I’m late getting to this, but Plagiarist has a fun post with a YouTube video of Howard Jones, Thomas Dolby, Herbie Hancock and Stevie Wonder showing the wonders of synthesizers (especially, the wonders of sequencers, which allow you to program everything and punch it all up while still maintaining the appearance of “playing” something). It looks a bit like one of those Disney/Epcot views of the future that didn’t quite come true. We don’t fly to the moon on Eastern Airlines, and the synthesizer revolution is long since dead. (Though Howard Jones actually has new stuff out, and I don’t think that’s a bad thing. Beats the hell out of listening to Kanye West.)

Plagiarist focuses on a particularly amusing relic of the ’80s — the “keytar,” which apparently still has its practicioners. Most keytars aren’t literally combos of keyboards and guitars, but just an excuse for a keyboardist to strap it on, so to speak, and run around the stage like a guitarist.

It’s always been a little difficult for a rock keyboardist to fit in. Rick Wakeman did it by wearing glittering robes and disappearing from the stage whenever he was bored with some long bit of Yes music. The guy from Cinderella tried as hard as he could to contort his face to look like he was putting effort into his key-pushing. Geddy Lee always had a bass with him as well, so he looked cool.

I can remember a few amusing keytar moments. Geoff Downes running around with a bandanna and keytar in Asia was a bit embarrassing, like watching Yo-Yo Ma strap on his cello and play Pete Townshend power chords.

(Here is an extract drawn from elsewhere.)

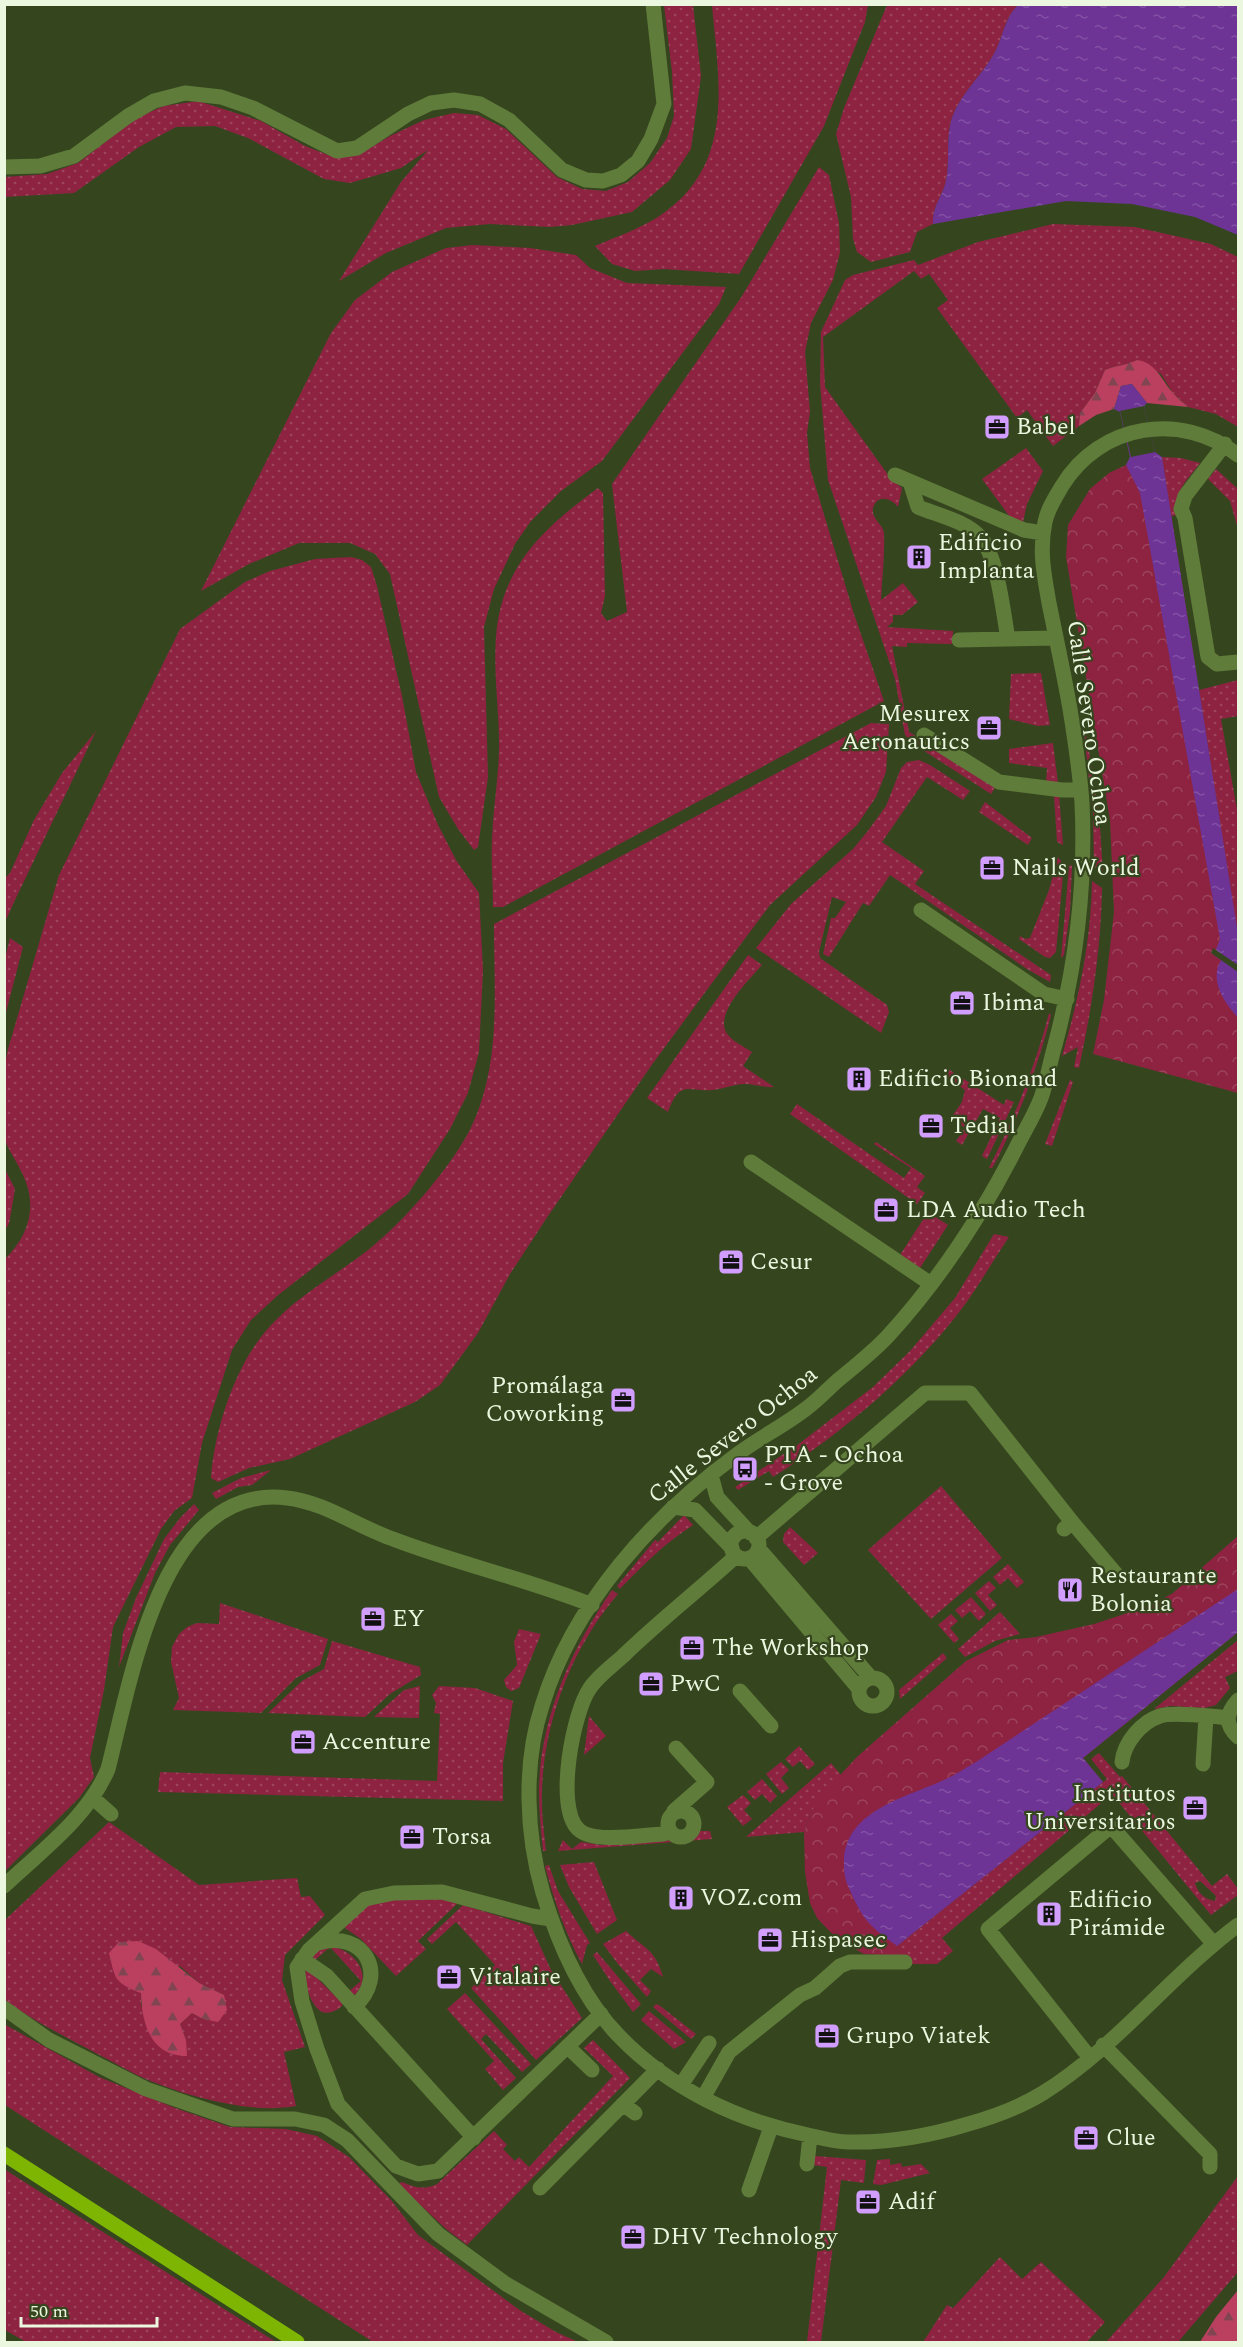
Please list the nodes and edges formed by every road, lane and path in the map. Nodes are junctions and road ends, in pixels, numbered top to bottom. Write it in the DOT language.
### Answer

Here’s the strangest. It’s such a bizarre moment from Saturday Night Live that I sometimes wonder if I dreamed it. They introduced George Clinton, who was standing there in all his funkiness. He immediately says, “Hey, I see Thomas Dolby out there. Come on up and play, man.” And so Thomas Dolby (he was everywhere in those days) bounds up with a great deal of enthusiasm, grabs a keytar and plays.

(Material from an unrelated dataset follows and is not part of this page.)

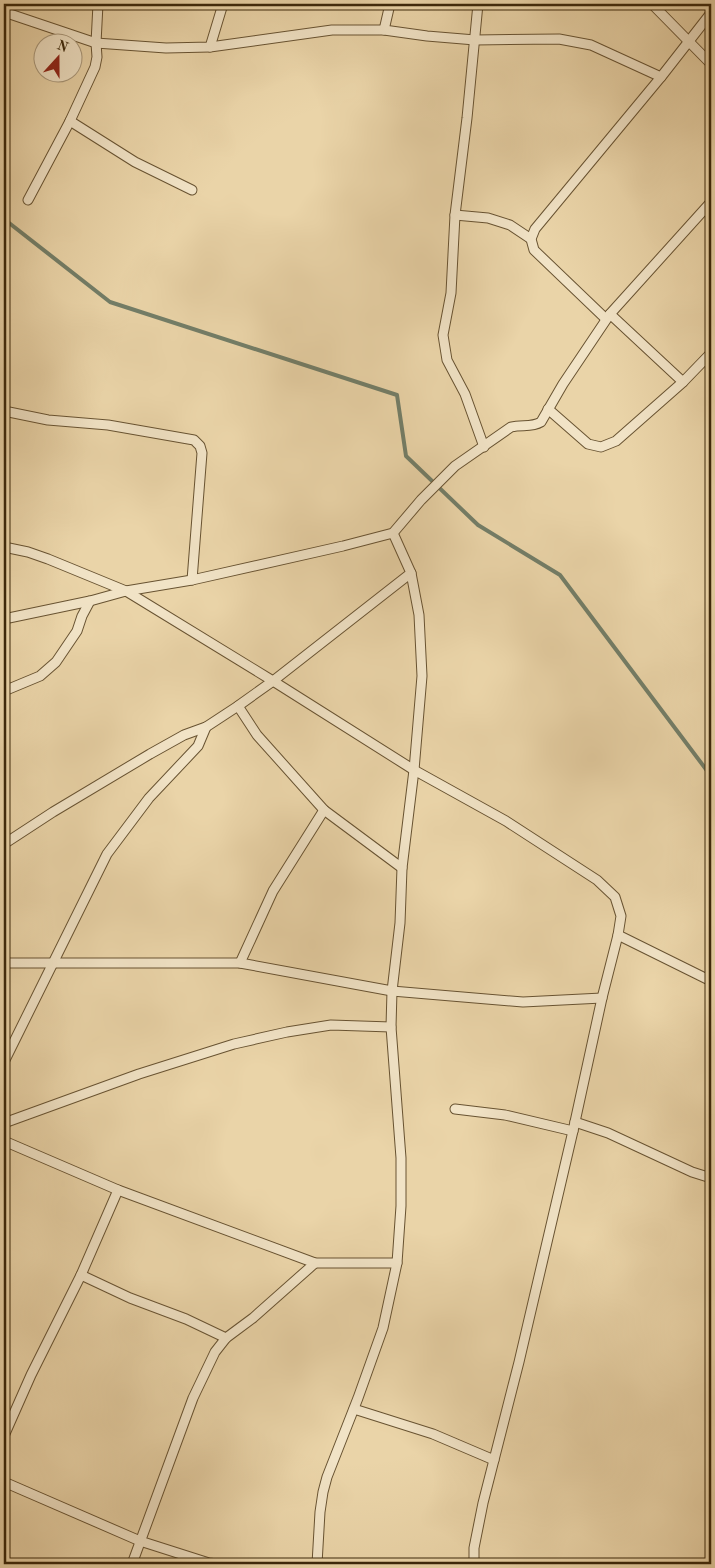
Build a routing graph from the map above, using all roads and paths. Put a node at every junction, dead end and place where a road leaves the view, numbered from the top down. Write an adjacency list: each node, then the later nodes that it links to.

If I ever meet George Clinton, Thomas Dolby or even Lorne Michaels, the first I want to ask is how they just happened to have a keytar sitting around, all set up for someone to grab and jam. Did some guy not show up, and Dolby just happened to be there?

And if I sit in the front row at a Clinton concert, can I just run up and grab a keytar? He’d be cool with that, right?

One thought on “Keytars

  1. This is just speculation – but based on what I know from Saturday Night Live and its musical moments, rarely anything is truly spontaneous and uplanned. If it is, it’s rehashed over and over again. (i.e. Elvis Costello doing “Radio Radio,” Sinead tearing up the Pope picture) My guess is that the Dolby cameo was a planned event – but I’d have to see it to know for sure.

    Because nobody just has a keytar lying around.